The stories begin with an extreme example of a man convicted of statutory rape when he was a teen for having “consensual” sex with his teenage girlfriend, a crime that lands him on the sex offender registry. Yet, the authors fail to ever mention that the prosecution of teenagers engaging in consensual sex, even if underage, is exceedingly rare.
National Review’s Jacob Sullum seems to suggest that readers ought to be sympathetic toward someone who merely “possesses” child pornography, as long as the possessor doesn’t produce or distribute it. Nowhere in his article, however, does he mention that child pornography re-victimizes the depicted child every time it is viewed, nor does he describe the brutal sex crime that happens to too many of our nation’s children and how sexual violence negatively affects victims for the rest of their lives.
The crimes of possession and distribution of child pornography have long existed, and those who produce, possess and distribute it should be on sex offender registries. People can trade images and even abuse children “live” while others watch from their own home. In the years since the FBI launched an initiative in 1996 to combat online child pornography and exploitation, the number of such cases jumped by over 2,000 percent, from 113 cases to 2,500 cases.
Contrary to what some may purport, the relationship between possessing child pornography and acting out child sexual abuse is well established.
Dating back to 1990, the Supreme Court noted that “pedophiles use child pornography to seduce other children into sexual activity.”
Dr. Andres Hernandez, director of the Sex Offender Treatment Program at the Federal Correctional Institution in Butner, North Carolina, treats hundreds of inmates who are convicted of child pornography crimes. He concluded in his 2005 study that 85 percent of child pornography offenders had in fact committed contact sexual crimes against children.
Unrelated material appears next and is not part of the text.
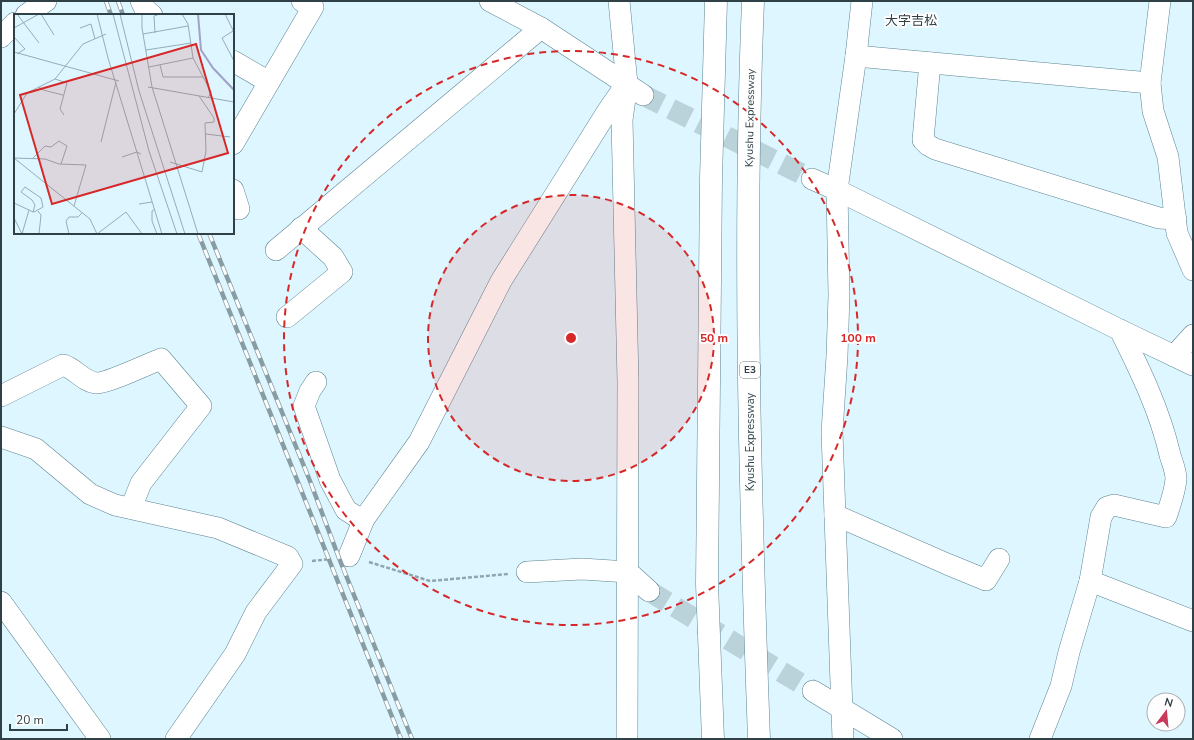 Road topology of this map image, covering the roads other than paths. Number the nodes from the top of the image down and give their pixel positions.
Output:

A May 2006 study by the Department of Justice found that individuals who sexually abuse children seek out child pornography as part of their pattern of sexual gratification. The same study notes that as an individual becomes increasingly interested in child pornography, they are attracted to images of escalating severity and become desensitized to the victim’s experience.
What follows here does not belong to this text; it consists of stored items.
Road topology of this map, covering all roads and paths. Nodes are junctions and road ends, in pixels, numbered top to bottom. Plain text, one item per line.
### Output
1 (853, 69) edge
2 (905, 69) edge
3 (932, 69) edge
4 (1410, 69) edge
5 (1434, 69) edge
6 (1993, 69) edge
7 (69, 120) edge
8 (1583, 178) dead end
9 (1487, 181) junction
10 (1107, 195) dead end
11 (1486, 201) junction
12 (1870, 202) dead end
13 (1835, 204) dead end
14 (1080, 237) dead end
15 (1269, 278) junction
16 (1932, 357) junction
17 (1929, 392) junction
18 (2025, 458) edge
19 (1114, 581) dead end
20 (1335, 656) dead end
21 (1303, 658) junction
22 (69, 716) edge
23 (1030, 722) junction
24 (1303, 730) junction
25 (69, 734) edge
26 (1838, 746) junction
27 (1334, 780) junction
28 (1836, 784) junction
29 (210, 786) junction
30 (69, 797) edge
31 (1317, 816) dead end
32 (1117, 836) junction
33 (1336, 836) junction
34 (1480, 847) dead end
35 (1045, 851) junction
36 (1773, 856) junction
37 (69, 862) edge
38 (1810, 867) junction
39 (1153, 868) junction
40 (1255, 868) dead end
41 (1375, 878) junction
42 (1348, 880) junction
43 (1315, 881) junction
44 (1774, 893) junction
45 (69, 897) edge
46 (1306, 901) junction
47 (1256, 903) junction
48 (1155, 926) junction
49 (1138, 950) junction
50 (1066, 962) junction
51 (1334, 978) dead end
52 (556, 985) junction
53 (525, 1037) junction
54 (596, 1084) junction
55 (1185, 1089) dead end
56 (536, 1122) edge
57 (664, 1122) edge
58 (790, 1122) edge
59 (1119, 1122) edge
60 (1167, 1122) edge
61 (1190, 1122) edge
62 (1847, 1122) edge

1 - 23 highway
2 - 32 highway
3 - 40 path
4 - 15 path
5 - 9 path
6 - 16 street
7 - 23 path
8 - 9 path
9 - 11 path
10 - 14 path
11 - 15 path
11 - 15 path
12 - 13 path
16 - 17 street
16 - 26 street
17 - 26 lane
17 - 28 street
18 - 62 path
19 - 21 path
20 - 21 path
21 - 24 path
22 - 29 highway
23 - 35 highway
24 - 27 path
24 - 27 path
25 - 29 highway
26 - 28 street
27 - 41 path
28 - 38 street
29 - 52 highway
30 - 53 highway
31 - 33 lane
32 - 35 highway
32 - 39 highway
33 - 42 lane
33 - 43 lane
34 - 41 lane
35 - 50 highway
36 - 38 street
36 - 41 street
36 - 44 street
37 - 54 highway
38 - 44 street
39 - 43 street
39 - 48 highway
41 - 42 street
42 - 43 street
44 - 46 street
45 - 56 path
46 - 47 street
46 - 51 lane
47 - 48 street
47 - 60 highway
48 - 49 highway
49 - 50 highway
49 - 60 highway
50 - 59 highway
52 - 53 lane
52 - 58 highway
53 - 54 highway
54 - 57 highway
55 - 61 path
So we have compelling reasons to conclude that possession of child pornography leads to crime. We also know that possession of child pornography is itself not a victimless crime. Child pornography is child molestation. The “actors” in these films aren’t willing participants in a theatrical production with make-up and special effects simulating violence as portrayed in films like SAW. These are real children being raped and victimized to fulfill the perverted sexual fantasies of adults. The Associated Press reported in 2008 that Virginia’s Internet Crimes Against Children task forces discovered local children were the victims depicted in approximately 30 percent of the files of child pornography they found. Those who view child pornography increase the demand for it to be produced—that is, for children to be molested and raped.
We also have compelling reasons to be concerned about the number of sex offenses being committed against children nationwide. Dr. Anna Salter’s award-winning research on recidivism finds that the average sex offender assaults more than 100 different victims during a lifetime.
Consider the story of nine-year-old Jessica Lunsford. John Couey, a registered sex offender, abducted Jessica from her Florida home in 2005, and repeatedly sexually assaulted her before stuffing her in garbage bags and burying her alive in a shallow grave behind his home. But Couey was living at an unregistered address, so no one in Jessica’s neighborhood knew he was a sex offender.
Which gets me back to the original point of the three articles: registries are good, even if they are imperfect and don’t include every victim. Mr. Sullum, The Atlantic’s Conor Friedersdorf and The New York Times’ Lisa Belkin are right that registries should contain more information about the offense, so that a teen sex case, or urinating in public isn’t misunderstood to be a more serious crime, like Couey’s. It’s important for the public to be aware of the dangers that are around them, and registries should be more effective at delineating between violent predators and less severe sexual offenders. But registries also serve as good tools for parents who want to utilize the information found within them to protect their children from predators who wish to do harm.